The other diagnostic criteria for agoraphobia, such as the duration of the symptoms, the persistent provoking of the symptoms by the same stimuli, the presence of occupational or social impairment and the exclusion of other medical or mental disorders that might cause similar symptoms, are the same as for the other phobic disorders.
Treatment of Phobic Disorders
Pharmacologic treatment of social phobia
Paroxetine, sertraline, escitalopram, fluoxetine, venlafaxine and phenelzine have all shown good efficacy in decreasing the severity of social phobia.
Pharmacologic treatment of specific phobia
Pharmacotherapy is not effective in managing the symptoms of specific phobias. Benzodiazepines might be used to lower the anxiety symptoms before being exposed to the provoking stimulus, i.e. before going onto an airplane.

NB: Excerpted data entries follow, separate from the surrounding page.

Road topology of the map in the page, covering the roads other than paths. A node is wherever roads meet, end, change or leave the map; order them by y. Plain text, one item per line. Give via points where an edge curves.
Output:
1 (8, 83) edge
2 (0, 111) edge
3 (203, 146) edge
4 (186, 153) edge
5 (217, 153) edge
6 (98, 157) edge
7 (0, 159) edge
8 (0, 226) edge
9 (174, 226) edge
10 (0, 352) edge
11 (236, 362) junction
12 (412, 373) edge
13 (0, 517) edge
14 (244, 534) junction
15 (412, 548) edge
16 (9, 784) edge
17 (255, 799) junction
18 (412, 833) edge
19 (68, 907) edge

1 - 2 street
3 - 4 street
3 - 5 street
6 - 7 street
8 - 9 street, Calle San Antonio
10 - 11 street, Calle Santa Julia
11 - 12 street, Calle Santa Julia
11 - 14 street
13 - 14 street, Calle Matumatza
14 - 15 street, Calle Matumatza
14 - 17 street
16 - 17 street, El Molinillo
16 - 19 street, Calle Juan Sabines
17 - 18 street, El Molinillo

Pharmacologic treatment of agoraphobia
The symptoms of agoraphobia also respond to escitalopram, fluoxetine, fluvoxamine, paroxetine and sertraline. Benzodiazepines can be also used to lower the anxiety symptoms experienced by patients with agoraphobia.
Psychotherapy in phobic disorders
The most effective approach to treat social or agoraphobia is the combination between behavioral therapy or cognitive behavioral therapy and pharmacotherapy. Panic disorders and specific phobias can be managed by computerized cognitive behavioral therapy aiming to desensitize the patient to the stimulus.
Exposure therapy is also usually effective in specific phobias. Cognitive behavioral therapy in specific phobias is very effective and has been found to alter the abnormal brain regions involved with the condition on follow-up functional magnetic resonance imaging studies.